§ Excerpted records
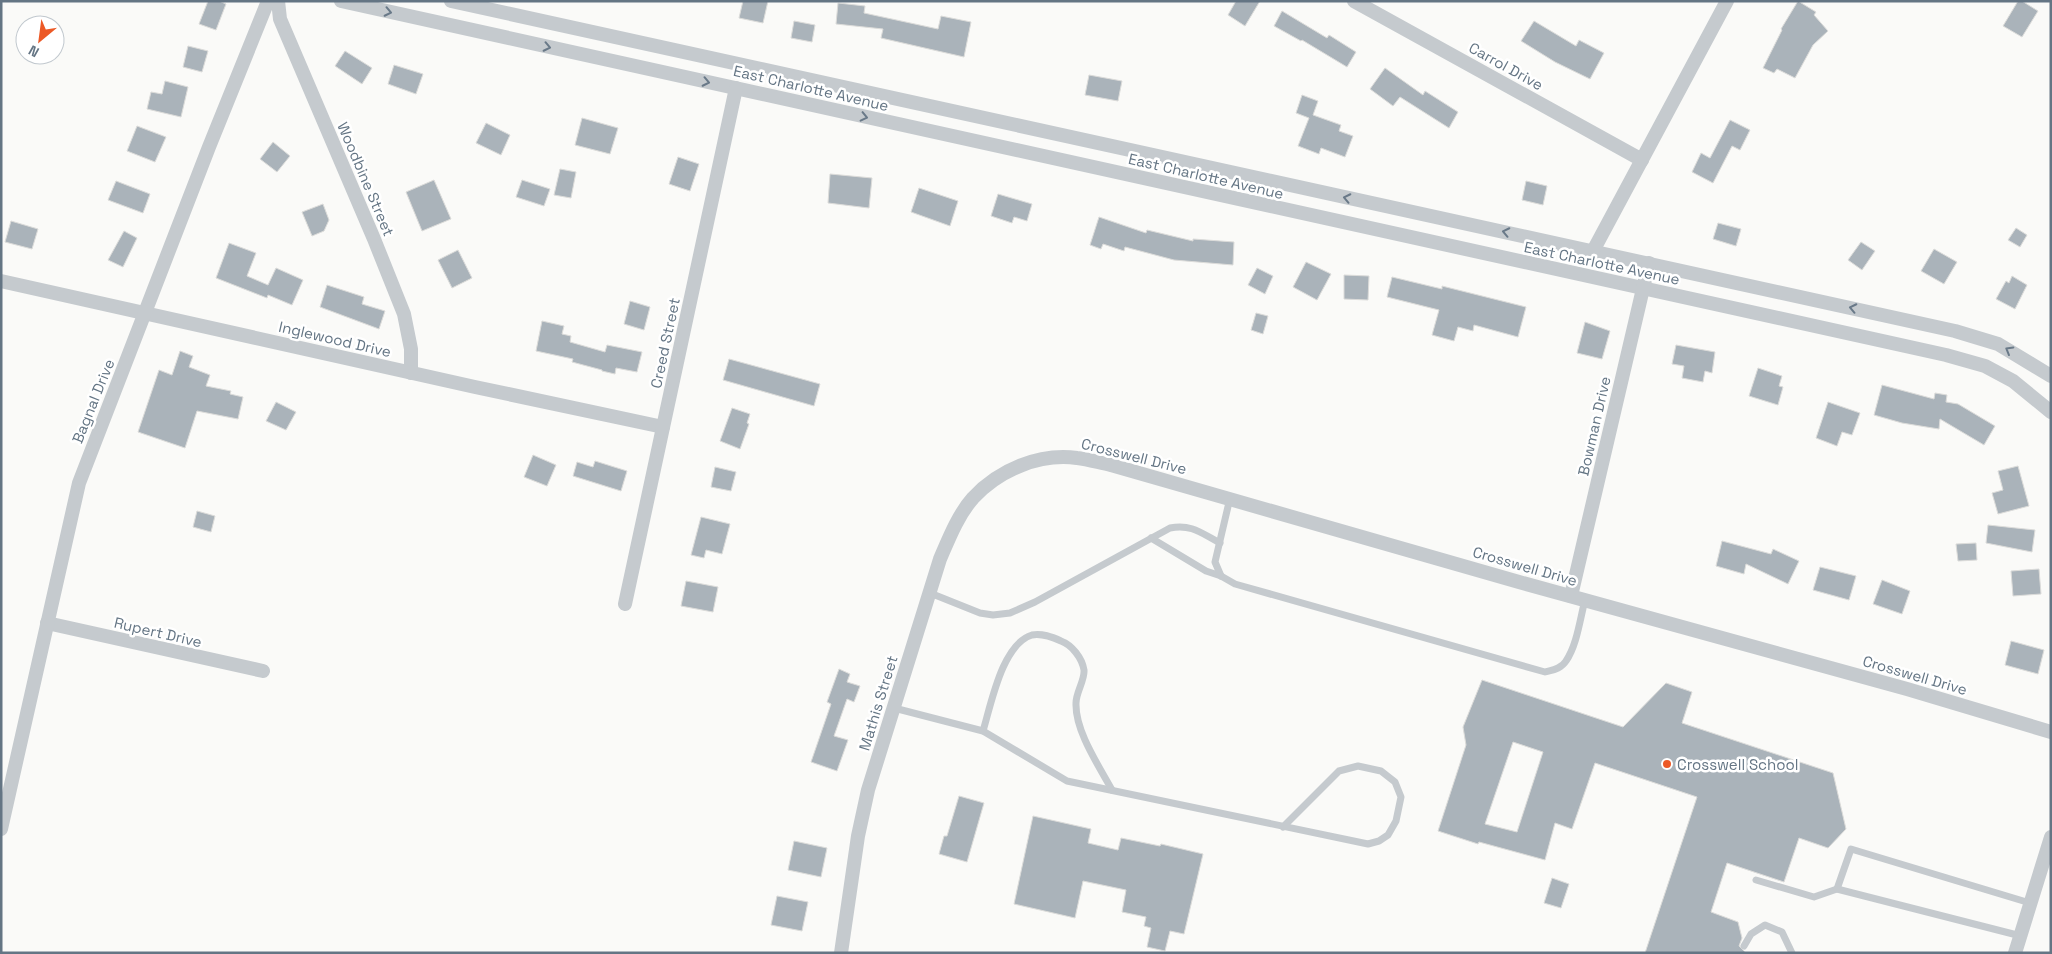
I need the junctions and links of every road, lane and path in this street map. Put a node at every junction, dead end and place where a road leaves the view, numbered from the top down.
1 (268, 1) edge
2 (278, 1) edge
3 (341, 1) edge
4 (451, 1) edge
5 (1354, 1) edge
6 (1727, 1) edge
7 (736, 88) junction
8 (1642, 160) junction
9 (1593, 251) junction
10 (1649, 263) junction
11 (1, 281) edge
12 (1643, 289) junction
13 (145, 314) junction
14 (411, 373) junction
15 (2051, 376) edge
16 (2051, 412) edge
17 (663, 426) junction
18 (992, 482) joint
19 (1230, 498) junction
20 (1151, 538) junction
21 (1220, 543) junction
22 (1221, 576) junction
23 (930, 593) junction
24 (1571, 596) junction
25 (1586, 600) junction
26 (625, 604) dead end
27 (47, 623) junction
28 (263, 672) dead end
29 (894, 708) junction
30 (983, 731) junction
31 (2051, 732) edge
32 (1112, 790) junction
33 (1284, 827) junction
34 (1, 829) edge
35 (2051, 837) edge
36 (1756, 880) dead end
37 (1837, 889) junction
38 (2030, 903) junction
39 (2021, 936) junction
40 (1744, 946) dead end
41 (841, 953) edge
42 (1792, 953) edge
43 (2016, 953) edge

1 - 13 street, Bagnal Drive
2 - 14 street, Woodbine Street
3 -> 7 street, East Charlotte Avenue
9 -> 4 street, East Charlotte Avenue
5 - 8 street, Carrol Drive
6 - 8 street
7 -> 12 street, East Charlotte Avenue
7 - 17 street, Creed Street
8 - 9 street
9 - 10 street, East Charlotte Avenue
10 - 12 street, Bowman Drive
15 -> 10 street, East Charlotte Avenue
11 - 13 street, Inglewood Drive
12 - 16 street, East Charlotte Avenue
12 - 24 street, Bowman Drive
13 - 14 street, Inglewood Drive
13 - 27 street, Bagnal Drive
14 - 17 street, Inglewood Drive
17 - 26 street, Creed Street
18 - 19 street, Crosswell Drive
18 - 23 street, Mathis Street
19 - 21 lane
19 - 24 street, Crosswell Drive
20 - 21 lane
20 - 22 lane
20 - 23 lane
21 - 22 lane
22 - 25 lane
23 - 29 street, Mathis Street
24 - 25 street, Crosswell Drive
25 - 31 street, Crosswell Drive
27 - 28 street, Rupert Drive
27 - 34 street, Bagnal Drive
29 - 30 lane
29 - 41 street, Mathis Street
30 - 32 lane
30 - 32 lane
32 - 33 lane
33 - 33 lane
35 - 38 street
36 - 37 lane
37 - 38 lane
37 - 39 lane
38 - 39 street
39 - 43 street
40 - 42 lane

§ Directions for this task
Give back the entries verbatim. Do not include any picture.

§ Answer for this exercise
I need the junctions and links of every road, lane and path in this street map. Put a node at every junction, dead end and place where a road leaves the view, numbered from the top down.
1 (268, 1) edge
2 (278, 1) edge
3 (341, 1) edge
4 (451, 1) edge
5 (1354, 1) edge
6 (1727, 1) edge
7 (736, 88) junction
8 (1642, 160) junction
9 (1593, 251) junction
10 (1649, 263) junction
11 (1, 281) edge
12 (1643, 289) junction
13 (145, 314) junction
14 (411, 373) junction
15 (2051, 376) edge
16 (2051, 412) edge
17 (663, 426) junction
18 (992, 482) joint
19 (1230, 498) junction
20 (1151, 538) junction
21 (1220, 543) junction
22 (1221, 576) junction
23 (930, 593) junction
24 (1571, 596) junction
25 (1586, 600) junction
26 (625, 604) dead end
27 (47, 623) junction
28 (263, 672) dead end
29 (894, 708) junction
30 (983, 731) junction
31 (2051, 732) edge
32 (1112, 790) junction
33 (1284, 827) junction
34 (1, 829) edge
35 (2051, 837) edge
36 (1756, 880) dead end
37 (1837, 889) junction
38 (2030, 903) junction
39 (2021, 936) junction
40 (1744, 946) dead end
41 (841, 953) edge
42 (1792, 953) edge
43 (2016, 953) edge

1 - 13 street, Bagnal Drive
2 - 14 street, Woodbine Street
3 -> 7 street, East Charlotte Avenue
9 -> 4 street, East Charlotte Avenue
5 - 8 street, Carrol Drive
6 - 8 street
7 -> 12 street, East Charlotte Avenue
7 - 17 street, Creed Street
8 - 9 street
9 - 10 street, East Charlotte Avenue
10 - 12 street, Bowman Drive
15 -> 10 street, East Charlotte Avenue
11 - 13 street, Inglewood Drive
12 - 16 street, East Charlotte Avenue
12 - 24 street, Bowman Drive
13 - 14 street, Inglewood Drive
13 - 27 street, Bagnal Drive
14 - 17 street, Inglewood Drive
17 - 26 street, Creed Street
18 - 19 street, Crosswell Drive
18 - 23 street, Mathis Street
19 - 21 lane
19 - 24 street, Crosswell Drive
20 - 21 lane
20 - 22 lane
20 - 23 lane
21 - 22 lane
22 - 25 lane
23 - 29 street, Mathis Street
24 - 25 street, Crosswell Drive
25 - 31 street, Crosswell Drive
27 - 28 street, Rupert Drive
27 - 34 street, Bagnal Drive
29 - 30 lane
29 - 41 street, Mathis Street
30 - 32 lane
30 - 32 lane
32 - 33 lane
33 - 33 lane
35 - 38 street
36 - 37 lane
37 - 38 lane
37 - 39 lane
38 - 39 street
39 - 43 street
40 - 42 lane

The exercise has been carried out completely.